Observo a una mujer que incita las pasiones y se entrega emocionalmente a ellas sin evaluar el resultado de sus actos. Lo descubre tarde racionalmente, cuando no hay regreso. Strindberg escribe una pieza de amores desiguales donde nadie gana. Tampoco el mayordomo de la hacienda del patrón que tiene una hija impulsiva que los arrastra a un desenlace donde el público tiene la última palabra.
Hizo mucho daño la vida personal de Strindberg y el pleito con las feministas de su época, además de los prejuicios de la religión hacia una dramaturgia moderna, avanzada a los tiempos del siglo XIX. Prejuicios que siguen presentes contra su obra, años censurada. Por eso la importancia de montar la pieza, clave de lo que se ha denominado naturalismo, cuando en la práctica es un realismo contemporáneo… aunque Martín Acosta le imprima a la concepción una simbología onírica con dos faunos a la hora de los demonios que llevan a Julia a su destrucción, casi como un guiño a favor del autor. La escenografía de Natalia Sedano —que rememora la pintura de Rousseau, de naturaleza animalesca—, es muy acertada.
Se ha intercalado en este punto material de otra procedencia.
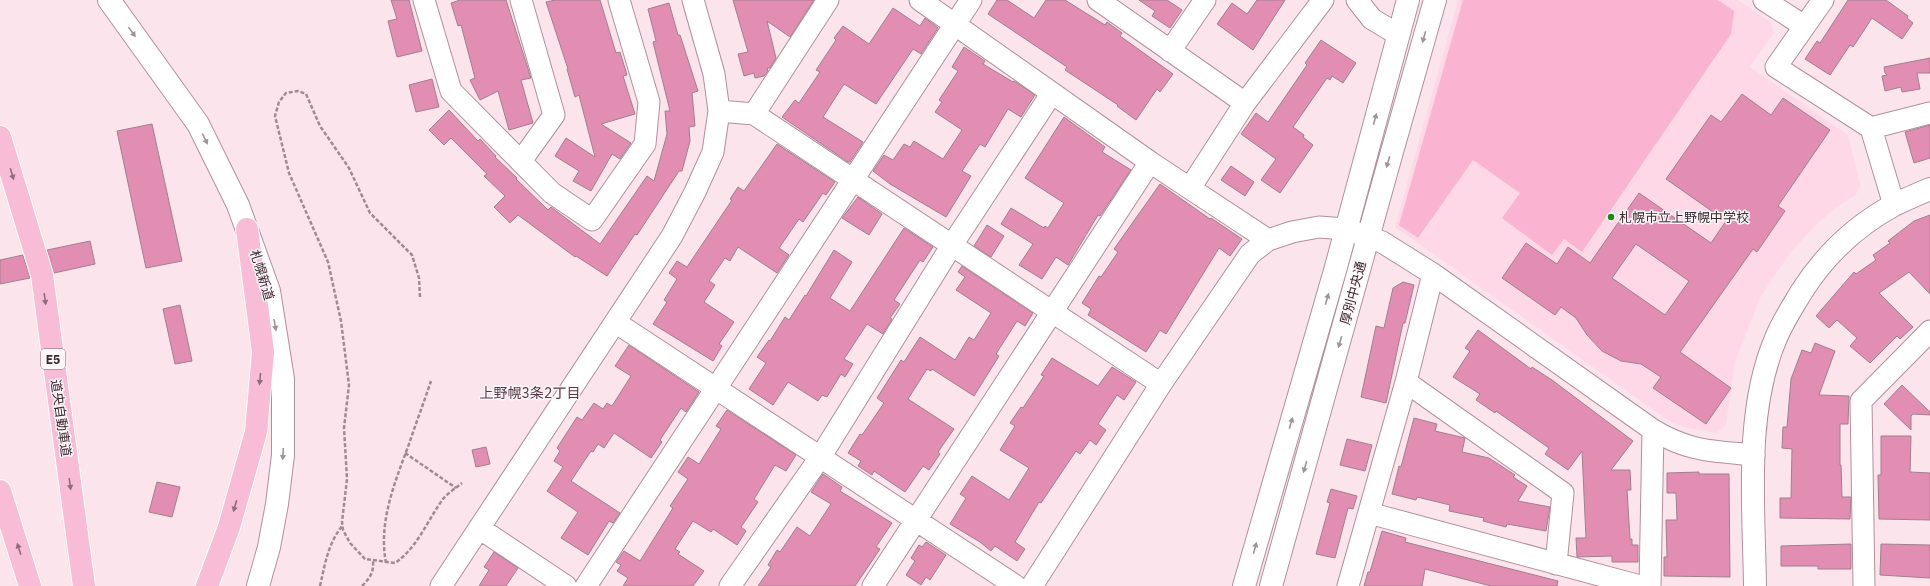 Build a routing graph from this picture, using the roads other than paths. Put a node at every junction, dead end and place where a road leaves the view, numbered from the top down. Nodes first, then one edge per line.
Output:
1 (109, 0) edge
2 (424, 0) edge
3 (521, 0) edge
4 (619, 0) edge
5 (693, 0) edge
6 (828, 0) edge
7 (920, 0) edge
8 (971, 0) edge
9 (1098, 0) edge
10 (1205, 0) edge
11 (1323, 0) edge
12 (1357, 0) edge
13 (1408, 0) edge
14 (1435, 0) edge
15 (1764, 0) edge
16 (1823, 0) edge
17 (955, 24) junction
18 (1804, 26) junction
19 (1397, 34) junction
20 (1170, 52) junction
21 (1052, 93) junction
22 (1246, 103) junction
23 (718, 111) junction
24 (1930, 113) edge
25 (754, 114) junction
26 (1871, 128) junction
27 (0, 137) edge
28 (521, 161) junction
29 (1150, 162) junction
30 (853, 179) junction
31 (1190, 188) junction
32 (1930, 189) edge
33 (1894, 205) junction
34 (247, 229) junction
35 (1346, 229) junction
36 (1369, 236) junction
37 (1268, 240) junction
38 (952, 245) junction
39 (1433, 274) junction
40 (1052, 311) junction
41 (615, 322) junction
42 (1930, 331) edge
43 (1406, 382) junction
44 (1161, 384) junction
45 (717, 388) junction
46 (1652, 430) junction
47 (1754, 455) junction
48 (821, 456) junction
49 (0, 491) edge
50 (1369, 513) junction
51 (916, 519) junction
52 (479, 528) junction
53 (1556, 564) junction
54 (30, 586) edge
55 (84, 586) edge
56 (208, 586) edge
57 (258, 586) edge
58 (441, 586) edge
59 (566, 586) edge
60 (586, 586) edge
61 (730, 586) edge
62 (872, 586) edge
63 (1016, 586) edge
64 (1032, 586) edge
65 (1244, 586) edge
66 (1271, 586) edge
67 (1348, 586) edge
68 (1640, 586) edge
69 (1650, 586) edge
70 (1755, 586) edge
71 (1864, 586) edge

1 -> 34 main road, 札幌新道
2 - 28 street
3 - 28 street
4 - 28 street
5 - 23 street
6 - 25 street
7 - 17 street
8 - 17 street
9 - 20 street
10 - 20 street
11 - 22 street
12 - 19 street
13 - 19 main road, 厚別中央通
14 -> 36 main road, 厚別中央通
15 - 18 street
16 - 18 street
17 - 21 street
17 - 30 street
18 - 26 street
35 -> 19 main road, 厚別中央通
20 - 22 street
21 - 29 street
21 - 38 street
22 - 31 street
23 - 25 street
23 - 41 street
24 - 26 street
25 - 30 street
26 - 33 street
27 -> 55 highway, 道央自動車道 / E5
29 - 31 street
29 - 40 street
30 - 38 street
30 - 45 street
31 - 37 street
32 - 33 main road
33 - 47 main road
34 -> 56 highway
34 -> 57 main road, 札幌新道
35 - 36 street
35 - 37 street
65 -> 35 main road, 厚別中央通
36 - 39 street
36 -> 66 main road, 厚別中央通
37 - 44 street
38 - 40 street
38 - 48 street
39 - 43 street
39 - 46 street
40 - 44 street
40 - 51 street
41 - 45 street
41 - 52 street
42 - 71 street
43 - 50 street
43 - 53 street
44 - 64 street
45 - 48 street
45 - 60 street
46 - 47 street
46 - 69 street
47 - 70 main road
48 - 51 street
48 - 61 street
54 -> 49 highway
50 - 53 street
50 - 67 street
51 - 62 street
51 - 63 street
52 - 58 street
52 - 59 street
53 - 68 street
Una obra fundamentalmente sobre las clases sociales, donde una aristócrata (Julia/ Cassandra Ciangherotti) no puede darse el lujo de descender ante un sirviente (el empoderado actor Rodrigo Virago). Y una sirvienta (Xóchitl Galindres), que conoce su lugar en la sociedad, la que mejor domina el escenario racional, ahí donde las mujeres deben conocer sus capacidades para no perderse en infiernos. Un lugar en el mundo donde las mujeres siempre están a prueba frente al dominio patriarcal. Como Strindberg, podemos decir sin equivocarnos: “yo también soy Julia”, frente a toda masculinidad.
Por error fui el día del estreno. Faltan más ensayos pero sin duda la crudeza de la obra, la dirección siempre eficaz de Martín Acosta y la escenografía de Natalia Sedano, son más que recomendables.